**Data listing**.

--------------------------------------------------

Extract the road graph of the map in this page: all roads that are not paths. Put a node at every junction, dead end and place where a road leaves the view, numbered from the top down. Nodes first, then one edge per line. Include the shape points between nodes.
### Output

--------------------------------------------------

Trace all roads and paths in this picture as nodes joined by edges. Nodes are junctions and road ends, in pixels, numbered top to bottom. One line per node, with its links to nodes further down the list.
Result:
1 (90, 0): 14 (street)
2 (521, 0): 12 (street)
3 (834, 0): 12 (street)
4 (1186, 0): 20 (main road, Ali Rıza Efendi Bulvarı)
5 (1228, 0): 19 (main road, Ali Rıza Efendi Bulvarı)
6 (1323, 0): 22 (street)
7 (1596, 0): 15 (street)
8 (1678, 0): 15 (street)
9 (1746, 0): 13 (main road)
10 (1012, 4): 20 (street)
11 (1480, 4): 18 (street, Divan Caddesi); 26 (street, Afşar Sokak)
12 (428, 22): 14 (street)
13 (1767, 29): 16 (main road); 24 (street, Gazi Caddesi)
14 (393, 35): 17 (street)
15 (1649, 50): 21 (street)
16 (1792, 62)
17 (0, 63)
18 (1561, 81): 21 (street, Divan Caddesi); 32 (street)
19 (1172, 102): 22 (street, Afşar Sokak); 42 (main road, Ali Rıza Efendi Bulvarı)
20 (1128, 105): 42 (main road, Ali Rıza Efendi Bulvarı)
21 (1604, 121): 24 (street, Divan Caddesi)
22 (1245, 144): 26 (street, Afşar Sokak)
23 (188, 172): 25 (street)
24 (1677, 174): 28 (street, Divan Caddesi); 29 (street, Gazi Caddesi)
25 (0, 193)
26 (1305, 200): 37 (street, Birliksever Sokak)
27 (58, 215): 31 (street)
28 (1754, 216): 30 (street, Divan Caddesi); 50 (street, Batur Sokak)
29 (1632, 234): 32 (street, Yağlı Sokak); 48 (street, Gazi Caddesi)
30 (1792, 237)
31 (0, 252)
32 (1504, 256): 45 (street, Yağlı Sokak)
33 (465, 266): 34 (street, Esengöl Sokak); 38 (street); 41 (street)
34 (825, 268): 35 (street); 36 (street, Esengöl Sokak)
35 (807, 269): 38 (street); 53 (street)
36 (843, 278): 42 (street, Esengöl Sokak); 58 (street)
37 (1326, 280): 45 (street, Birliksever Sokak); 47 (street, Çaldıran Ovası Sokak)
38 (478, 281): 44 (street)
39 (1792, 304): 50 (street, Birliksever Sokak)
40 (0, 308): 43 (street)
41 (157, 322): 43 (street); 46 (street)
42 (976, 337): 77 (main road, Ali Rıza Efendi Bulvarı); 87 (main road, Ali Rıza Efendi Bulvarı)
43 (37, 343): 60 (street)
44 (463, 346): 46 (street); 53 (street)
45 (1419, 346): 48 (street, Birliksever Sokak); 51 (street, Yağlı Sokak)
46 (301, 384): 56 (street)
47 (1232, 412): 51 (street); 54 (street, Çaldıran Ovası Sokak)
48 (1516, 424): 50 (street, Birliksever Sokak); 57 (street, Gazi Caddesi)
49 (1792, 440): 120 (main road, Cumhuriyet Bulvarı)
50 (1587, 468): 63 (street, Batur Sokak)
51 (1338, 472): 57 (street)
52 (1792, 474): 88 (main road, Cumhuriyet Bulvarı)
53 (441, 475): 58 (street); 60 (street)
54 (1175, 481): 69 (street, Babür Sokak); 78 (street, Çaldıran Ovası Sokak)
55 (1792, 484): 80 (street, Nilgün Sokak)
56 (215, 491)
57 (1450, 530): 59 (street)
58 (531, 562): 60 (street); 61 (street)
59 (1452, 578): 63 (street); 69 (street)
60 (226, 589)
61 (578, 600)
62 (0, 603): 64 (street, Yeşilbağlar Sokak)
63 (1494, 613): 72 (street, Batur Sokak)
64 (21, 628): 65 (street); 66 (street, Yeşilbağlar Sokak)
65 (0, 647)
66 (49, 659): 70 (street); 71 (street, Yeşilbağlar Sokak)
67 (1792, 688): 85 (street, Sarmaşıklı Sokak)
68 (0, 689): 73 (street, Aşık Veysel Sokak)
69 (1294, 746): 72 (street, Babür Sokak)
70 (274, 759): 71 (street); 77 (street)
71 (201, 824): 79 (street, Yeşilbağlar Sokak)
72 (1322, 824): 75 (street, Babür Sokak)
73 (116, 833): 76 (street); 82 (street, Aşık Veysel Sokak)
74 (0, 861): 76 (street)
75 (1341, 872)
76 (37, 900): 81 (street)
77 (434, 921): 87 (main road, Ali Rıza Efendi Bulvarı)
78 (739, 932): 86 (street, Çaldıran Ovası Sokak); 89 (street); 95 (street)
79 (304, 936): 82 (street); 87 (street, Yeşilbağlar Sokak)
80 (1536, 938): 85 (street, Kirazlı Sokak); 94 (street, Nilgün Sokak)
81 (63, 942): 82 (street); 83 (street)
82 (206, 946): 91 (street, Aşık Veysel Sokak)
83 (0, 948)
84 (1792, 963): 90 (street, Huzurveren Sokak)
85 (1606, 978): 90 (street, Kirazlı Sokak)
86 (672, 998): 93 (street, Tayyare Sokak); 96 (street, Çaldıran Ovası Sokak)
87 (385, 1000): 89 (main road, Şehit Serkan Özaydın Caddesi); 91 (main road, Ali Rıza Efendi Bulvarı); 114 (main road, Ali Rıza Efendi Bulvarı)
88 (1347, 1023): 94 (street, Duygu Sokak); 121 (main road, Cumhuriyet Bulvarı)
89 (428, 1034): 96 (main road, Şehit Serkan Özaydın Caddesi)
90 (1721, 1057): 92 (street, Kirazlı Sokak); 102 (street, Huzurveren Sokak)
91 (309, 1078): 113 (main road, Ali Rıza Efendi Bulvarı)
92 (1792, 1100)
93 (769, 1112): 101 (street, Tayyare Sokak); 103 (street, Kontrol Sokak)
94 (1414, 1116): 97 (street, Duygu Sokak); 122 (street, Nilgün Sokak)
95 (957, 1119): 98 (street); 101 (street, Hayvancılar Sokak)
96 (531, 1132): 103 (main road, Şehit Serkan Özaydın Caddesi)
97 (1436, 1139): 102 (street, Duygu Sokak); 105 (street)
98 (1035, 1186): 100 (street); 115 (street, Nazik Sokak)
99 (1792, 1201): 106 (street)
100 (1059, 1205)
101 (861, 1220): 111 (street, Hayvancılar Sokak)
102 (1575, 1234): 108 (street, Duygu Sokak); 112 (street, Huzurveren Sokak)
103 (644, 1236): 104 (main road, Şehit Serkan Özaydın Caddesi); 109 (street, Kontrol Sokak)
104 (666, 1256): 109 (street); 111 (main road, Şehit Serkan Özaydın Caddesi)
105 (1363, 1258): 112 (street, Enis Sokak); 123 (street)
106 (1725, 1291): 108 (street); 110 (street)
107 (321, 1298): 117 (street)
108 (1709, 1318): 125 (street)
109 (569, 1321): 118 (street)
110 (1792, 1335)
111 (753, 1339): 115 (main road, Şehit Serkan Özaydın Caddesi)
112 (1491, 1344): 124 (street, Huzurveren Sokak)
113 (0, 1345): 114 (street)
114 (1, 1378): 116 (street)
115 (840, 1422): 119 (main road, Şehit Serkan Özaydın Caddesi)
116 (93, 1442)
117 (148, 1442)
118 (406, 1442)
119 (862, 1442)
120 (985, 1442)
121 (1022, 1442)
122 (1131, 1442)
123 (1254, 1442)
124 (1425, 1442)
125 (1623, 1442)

--------------------------------------------------

**Problem description**. In the records above, how many lines hold the string "Nodes"? Give the number only.

**Exercise answer**. 2